As my landscape paintings have continued to develop, I've found myself searching for even greater clarity in each composition I undertake.  Over the last few years I've spent more time simply looking at everything around me, and when an idea forms I begin to look for something very specific that I can then capture and transform into the vision I have already in my mind.  I've been looking for ways to get to the essence of each landscape, a search for a singularity, so to speak, that communicates my vision in the most unfiltered way possible. 

    The priority for me has always been the creation of a convincing illusion that makes my visual point, and the source material (often from multiple views and vantage points) is always subordinated to the necessities of that vision.  Each painting is the result of a process of modification and distillation.  The significance is that all of my paintings are based on an idea derived from direct experience and are attempts to create a painterly, personal equivalent for the immediate visual world.

    I want the viewer to have an emotional reaction to my work, so that even without any implied narrative, a relationship with the landscape is created. It is usually the quality of light or the time of day that most people respond to, even if the location is unfamiliar. I also hope that the underlying abstract structure of the physical world, in addition to the illusion of reality in painting it, is something I can make clear.

   Portraiture has always held a particular fascination for me.  However, I don't mean the meat-and-potatoes portraiture typified by so many of today's professional portrait painters, who must, by necessity, flatter their sitters and follow stylistic trends currently in fashion.  Rather, I've always been attracted to those artists who have relentlessly and vigorously explored the singular physiognomy and psychology of their sitters, without being overly concerned with pleasing their models.  In the works of Velasquez, Rembrandt, Goya, Ingres, Degas, Eakins, Egon Schiele, Lucien Freud, and recently ( in an apologetically very short list), artists as disparate as Jenny Saville, Jacob Collins, Bo Bartlett, Chuck Close, Alyssa Monks, Jeremy Lipking and so many others in an upswing of interest, portraiture lays claim to the highest of artistic accomplishments and becomes both the greatest and humblest form of human empathy imaginable. 

Some quotations

for thought:

   "A true account of the actual is the rarest poetry, for common sense always takes a hasty and superficial view."                                                                                                                   Henry David Thoreau                                                                             

      "A work of art does not appeal to the intellect.  It does not appeal to the moral sense.  Its aim is not to instruct, not to edify, but to awaken an emotion."

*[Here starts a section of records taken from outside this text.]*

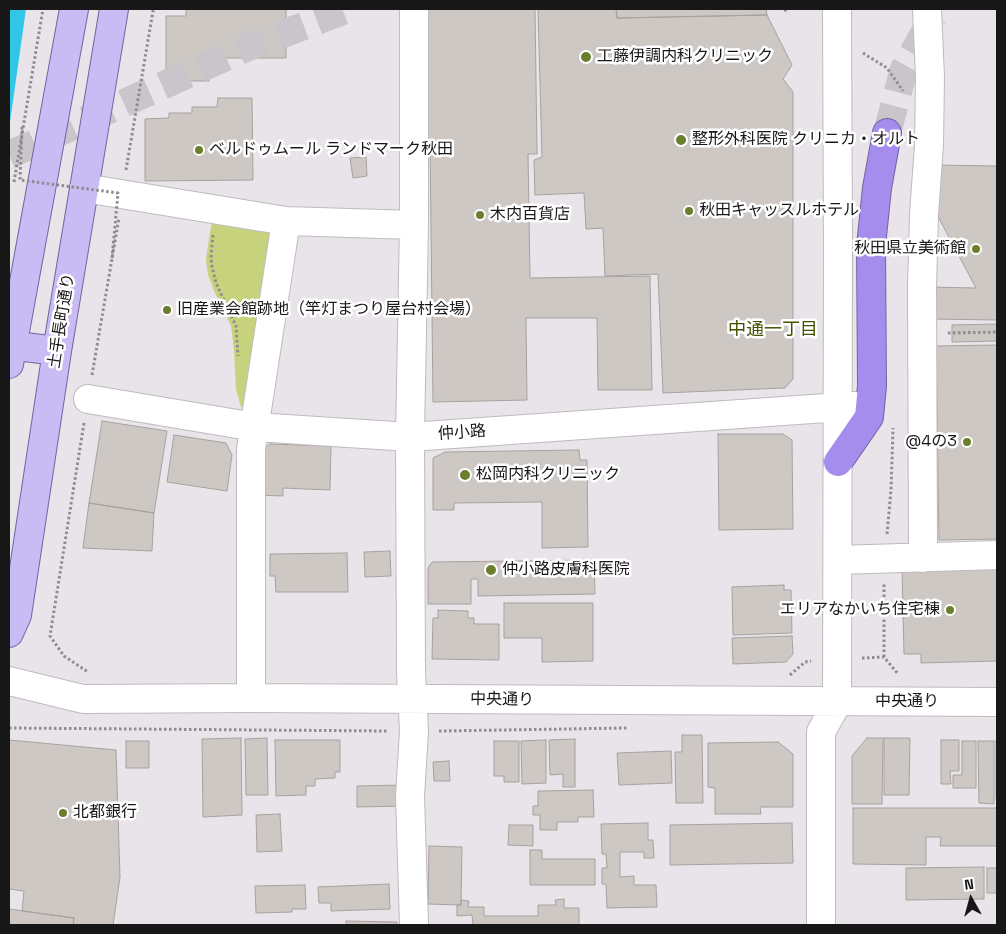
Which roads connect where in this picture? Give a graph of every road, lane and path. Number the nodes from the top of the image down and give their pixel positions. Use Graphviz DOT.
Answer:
graph roads {
  1 [pos="43,9"];
  2 [pos="74,9"];
  3 [pos="114,9"];
  4 [pos="155,9"];
  5 [pos="414,9"];
  6 [pos="785,9"];
  7 [pos="837,9"];
  8 [pos="928,9"];
  9 [pos="786,14"];
  10 [pos="22,127"];
  11 [pos="132,133"];
  12 [pos="887,133"];
  13 [pos="120,187"];
  14 [pos="84,188"];
  15 [pos="13,190"];
  16 [pos="218,210"];
  17 [pos="286,221"];
  18 [pos="414,225"];
  19 [pos="997,332"];
  20 [pos="922,334"];
  21 [pos="10,351"];
  22 [pos="57,351"];
  23 [pos="238,363"];
  24 [pos="88,400"];
  25 [pos="870,405"];
  26 [pos="838,408"];
  27 [pos="255,427"];
  28 [pos="410,437"];
  29 [pos="838,462"];
  30 [pos="997,556"];
  31 [pos="923,558"];
  32 [pos="838,560"];
  33 [pos="9,632"];
  34 [pos="838,659"];
  35 [pos="905,674"];
  36 [pos="91,675"];
  37 [pos="789,676"];
  38 [pos="9,681"];
  39 [pos="251,698"];
  40 [pos="413,699"];
  41 [pos="997,702"];
  42 [pos="837,703"];
  43 [pos="9,728"];
  44 [pos="632,728"];
  45 [pos="414,731"];
  46 [pos="414,925"];
  47 [pos="821,925"];
  1 -- 10 [label="path"];
  2 -- 21 [label="main road"];
  3 -- 14 [label="main road, 土手長町通り"];
  4 -- 11 [label="path"];
  5 -- 18 [label="street"];
  6 -- 9 [label="path"];
  7 -- 26 [label="street"];
  8 -- 20 [label="street"];
  10 -- 13 [label="path, bridge"];
  10 -- 15 [label="path"];
  11 -- 13 [label="path"];
  11 -- 13 [label="path"];
  12 -- 25 [label="highway"];
  13 -- 14 [label="street"];
  13 -- 16 [label="street"];
  13 -- 24 [label="path, bridge"];
  14 -- 22 [label="main road, 土手長町通り"];
  16 -- 17 [label="street"];
  16 -- 23 [label="path"];
  17 -- 18 [label="street"];
  17 -- 27 [label="street"];
  18 -- 28 [label="street"];
  19 -- 20 [label="path"];
  20 -- 31 [label="street"];
  21 -- 22 [label="main road"];
  22 -- 33 [label="main road, 土手長町通り"];
  24 -- 27 [label="street, 仲小路"];
  24 -- 36 [label="path"];
  25 -- 26 [label="street, 仲小路"];
  25 -- 29 [label="highway"];
  26 -- 28 [label="street, 仲小路"];
  26 -- 29 [label="street"];
  27 -- 28 [label="street, 仲小路"];
  27 -- 39 [label="street"];
  28 -- 40 [label="street"];
  29 -- 32 [label="street"];
  30 -- 31 [label="street"];
  31 -- 32 [label="street"];
  32 -- 34 [label="street"];
  34 -- 35 [label="path"];
  34 -- 37 [label="path"];
  34 -- 42 [label="street"];
  38 -- 39 [label="street, 中央通り"];
  39 -- 40 [label="street, 中央通り"];
  40 -- 42 [label="street, 中央通り"];
  40 -- 45 [label="street"];
  41 -- 42 [label="street, 中央通り"];
  42 -- 47 [label="street"];
  43 -- 45 [label="path"];
  44 -- 45 [label="path"];
  45 -- 46 [label="street"];
}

" Every artist who, without reference to external circumstances, aims to represent the ideas and emotions which come to him when he is in the presence of nature, is in process of his own spiritual development…"

                                                                                                                                  George Inness                                                                     

   "My aim in painting is always, using nature as the medium, to try to project upon my canvas my most intimate reaction to the subject matter as it appears when I like it most; when the facts are given unity by my interests and prejudices.  Why I select certain subjects rather than others, I do not exactly know, unless it is that I believe them to be the best mediums for a synthesis of my inner experience."     Edward Hopper

   "Art is not only a form of action, it is a form of social action. For art is a type of communication, and when it enters the environment it produces its effects just as any other form of action does."     Mark Rothko

   "The key to the creative type is that he is separated out of the common pool of shared meanings.  There is something in his life experience that makes him take in the world as a problem; as a result he has to make personal sense out of it.  This holds true for all creative people to a greater or lesser extent, but it is especially obvious with the artist."                                           

   Ernest Becker ("The Denial of Death")

   "In the end we shall have had enough of cynicism and skepticism and humbug, and we shall want to live more musically.  How will that come about, and what will we really find?  It would be interesting to be able to prophesy, but it is even better to be able to feel that kind of foreshadowing, instead of seeing absolutely nothing in the future beyond the disasters that are all the same bound to strike the modern world and civilization like terrible lightning, through a revolution or a war, or the bankruptcy of worm-eaten states. 

    If we study Japanese art, we see a man who is undoubtedly wise, philosophic and intelligent, who spends his time doing what?  In studying the distance between the earth and the moon?  No.  In studying Bismark's policy?  No.  He studies a single blade of grass."